ACTION ITEM: Every line containing "Тобольская" should be identified and copied from the data below.

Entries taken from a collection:
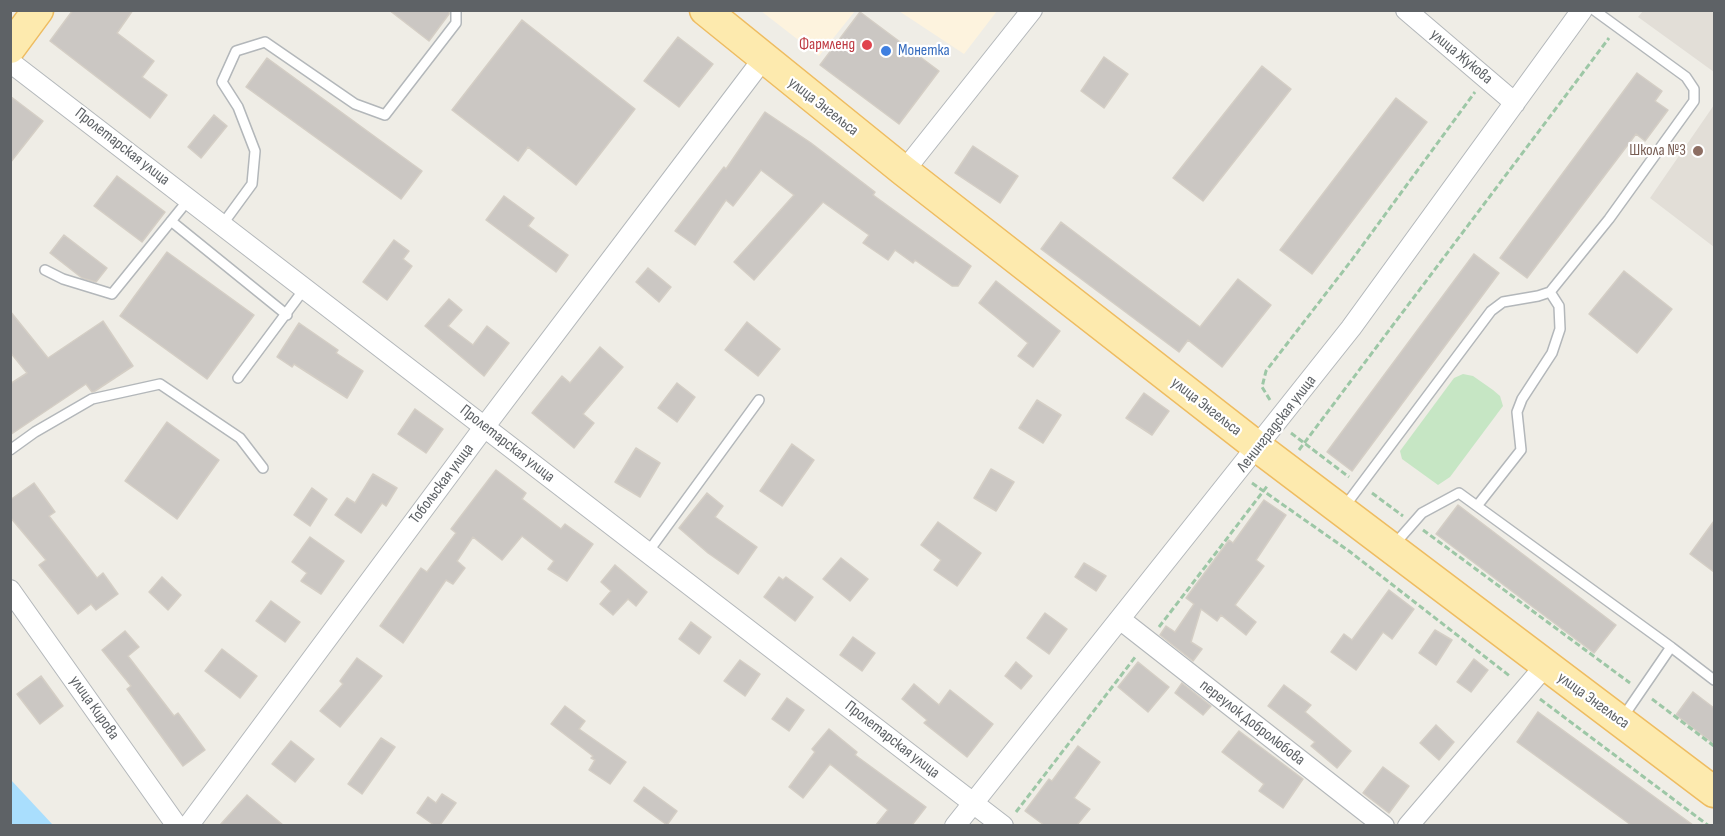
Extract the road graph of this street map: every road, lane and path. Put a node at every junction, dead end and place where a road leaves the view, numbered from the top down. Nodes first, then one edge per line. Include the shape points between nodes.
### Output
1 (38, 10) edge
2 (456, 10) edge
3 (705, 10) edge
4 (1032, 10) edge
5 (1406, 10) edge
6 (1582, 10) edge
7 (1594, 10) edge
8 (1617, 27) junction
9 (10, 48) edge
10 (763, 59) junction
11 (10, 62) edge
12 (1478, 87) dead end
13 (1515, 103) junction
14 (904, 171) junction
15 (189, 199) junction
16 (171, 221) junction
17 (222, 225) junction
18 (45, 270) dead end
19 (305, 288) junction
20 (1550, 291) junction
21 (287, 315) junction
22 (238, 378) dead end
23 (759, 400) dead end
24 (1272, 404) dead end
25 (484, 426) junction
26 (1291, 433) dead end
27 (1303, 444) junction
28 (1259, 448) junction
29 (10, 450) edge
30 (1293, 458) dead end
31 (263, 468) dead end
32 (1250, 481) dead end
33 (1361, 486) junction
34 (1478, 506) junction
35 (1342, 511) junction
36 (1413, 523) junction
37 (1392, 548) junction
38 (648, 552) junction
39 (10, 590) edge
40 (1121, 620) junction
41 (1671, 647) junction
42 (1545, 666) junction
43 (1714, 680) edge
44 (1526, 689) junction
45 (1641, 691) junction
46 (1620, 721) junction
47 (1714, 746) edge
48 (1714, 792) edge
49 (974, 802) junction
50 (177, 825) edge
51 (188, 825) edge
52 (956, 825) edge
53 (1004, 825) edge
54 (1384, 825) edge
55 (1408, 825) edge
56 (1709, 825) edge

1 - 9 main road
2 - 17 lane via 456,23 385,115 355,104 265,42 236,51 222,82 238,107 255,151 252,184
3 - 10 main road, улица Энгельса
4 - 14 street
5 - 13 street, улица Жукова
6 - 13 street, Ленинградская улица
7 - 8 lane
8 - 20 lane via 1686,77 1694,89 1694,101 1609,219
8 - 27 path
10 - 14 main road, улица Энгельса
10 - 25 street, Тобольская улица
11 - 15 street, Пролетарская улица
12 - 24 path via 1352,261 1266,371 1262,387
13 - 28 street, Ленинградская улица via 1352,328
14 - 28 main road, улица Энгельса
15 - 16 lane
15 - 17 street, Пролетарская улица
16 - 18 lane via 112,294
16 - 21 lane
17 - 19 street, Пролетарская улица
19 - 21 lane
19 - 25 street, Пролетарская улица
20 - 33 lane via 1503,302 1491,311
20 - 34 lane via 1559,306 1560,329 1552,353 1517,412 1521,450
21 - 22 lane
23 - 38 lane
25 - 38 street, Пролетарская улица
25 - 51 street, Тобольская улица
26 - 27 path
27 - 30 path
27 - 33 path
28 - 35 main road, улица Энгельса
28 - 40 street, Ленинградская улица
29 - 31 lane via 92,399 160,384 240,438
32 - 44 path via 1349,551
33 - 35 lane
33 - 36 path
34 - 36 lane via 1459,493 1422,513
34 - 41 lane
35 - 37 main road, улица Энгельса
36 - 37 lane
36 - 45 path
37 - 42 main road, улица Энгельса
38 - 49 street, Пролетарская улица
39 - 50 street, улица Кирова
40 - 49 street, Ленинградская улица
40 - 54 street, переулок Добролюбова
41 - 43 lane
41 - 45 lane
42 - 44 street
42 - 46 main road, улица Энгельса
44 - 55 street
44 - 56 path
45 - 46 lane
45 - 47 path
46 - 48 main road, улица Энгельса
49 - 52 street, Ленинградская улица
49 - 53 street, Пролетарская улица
--
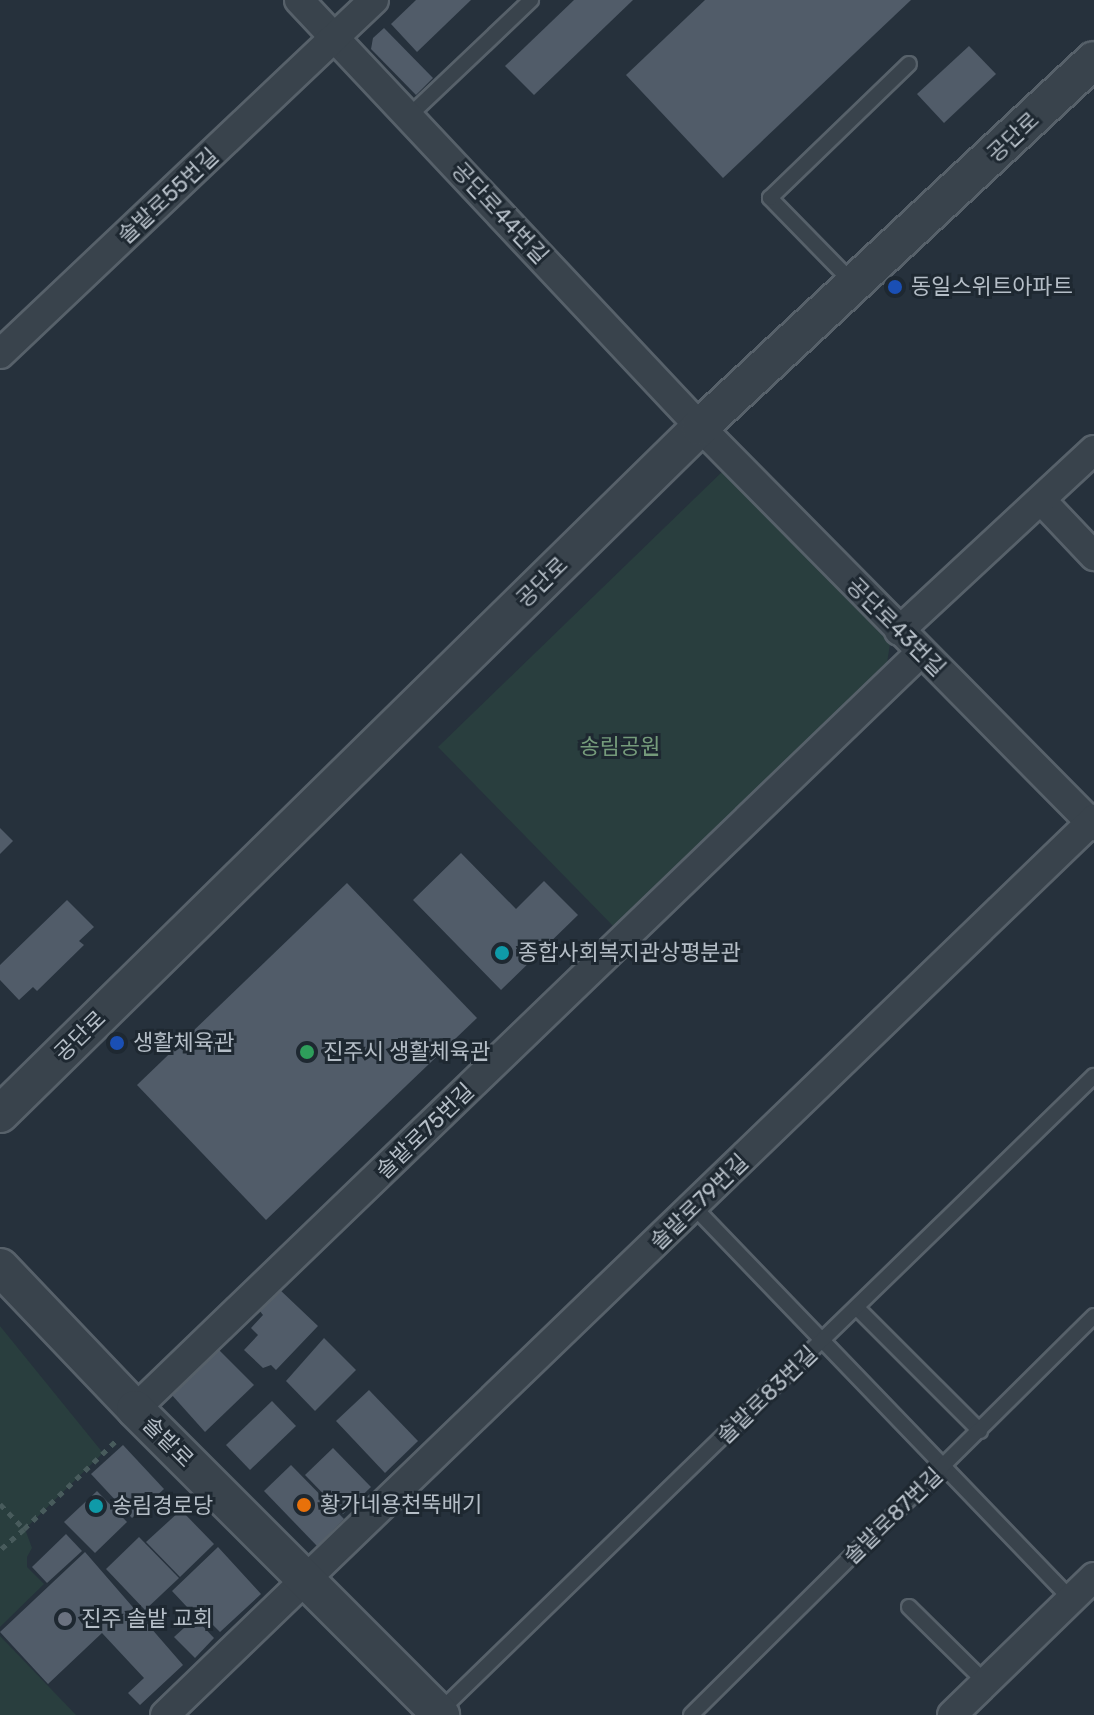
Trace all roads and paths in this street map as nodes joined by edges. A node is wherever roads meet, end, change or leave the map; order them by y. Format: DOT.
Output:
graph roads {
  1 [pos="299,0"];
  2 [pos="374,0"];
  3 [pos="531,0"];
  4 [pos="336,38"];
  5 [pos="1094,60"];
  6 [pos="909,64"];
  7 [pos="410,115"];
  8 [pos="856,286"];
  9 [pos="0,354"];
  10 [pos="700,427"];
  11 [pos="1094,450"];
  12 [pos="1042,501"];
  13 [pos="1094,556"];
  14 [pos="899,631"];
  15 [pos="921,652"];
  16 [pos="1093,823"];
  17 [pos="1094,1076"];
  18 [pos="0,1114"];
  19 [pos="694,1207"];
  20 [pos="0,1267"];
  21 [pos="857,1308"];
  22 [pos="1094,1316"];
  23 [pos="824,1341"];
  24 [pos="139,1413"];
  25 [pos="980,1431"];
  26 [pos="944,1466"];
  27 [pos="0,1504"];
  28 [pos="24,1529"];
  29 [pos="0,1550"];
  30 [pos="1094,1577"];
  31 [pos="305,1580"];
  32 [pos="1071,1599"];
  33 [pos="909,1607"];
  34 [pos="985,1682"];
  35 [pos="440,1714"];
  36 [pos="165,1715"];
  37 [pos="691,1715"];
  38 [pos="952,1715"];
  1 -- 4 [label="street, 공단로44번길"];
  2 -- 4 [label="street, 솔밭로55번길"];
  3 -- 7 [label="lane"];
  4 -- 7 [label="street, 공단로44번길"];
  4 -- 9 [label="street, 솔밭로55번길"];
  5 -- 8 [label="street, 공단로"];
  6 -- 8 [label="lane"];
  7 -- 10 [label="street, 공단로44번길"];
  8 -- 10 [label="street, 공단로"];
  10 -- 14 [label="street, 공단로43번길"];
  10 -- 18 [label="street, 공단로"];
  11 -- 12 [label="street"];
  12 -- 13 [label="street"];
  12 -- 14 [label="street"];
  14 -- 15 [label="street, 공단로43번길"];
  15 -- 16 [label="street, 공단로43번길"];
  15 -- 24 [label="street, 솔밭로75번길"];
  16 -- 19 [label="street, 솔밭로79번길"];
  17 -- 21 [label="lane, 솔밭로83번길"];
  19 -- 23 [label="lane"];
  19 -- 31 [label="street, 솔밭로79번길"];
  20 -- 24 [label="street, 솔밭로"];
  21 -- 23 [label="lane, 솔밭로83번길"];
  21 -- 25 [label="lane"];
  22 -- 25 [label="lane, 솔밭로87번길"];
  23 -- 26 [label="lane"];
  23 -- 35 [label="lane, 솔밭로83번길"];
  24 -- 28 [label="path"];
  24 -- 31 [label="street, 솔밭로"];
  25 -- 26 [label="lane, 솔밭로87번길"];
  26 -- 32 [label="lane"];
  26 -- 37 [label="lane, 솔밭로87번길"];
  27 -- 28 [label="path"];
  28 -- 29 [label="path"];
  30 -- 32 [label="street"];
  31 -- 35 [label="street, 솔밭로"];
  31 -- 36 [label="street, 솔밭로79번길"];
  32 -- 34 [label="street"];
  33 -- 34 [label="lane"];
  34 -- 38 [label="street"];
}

OUTPUT OF THE EXERCISE:
10 - 25 street, Тобольская улица
25 - 51 street, Тобольская улица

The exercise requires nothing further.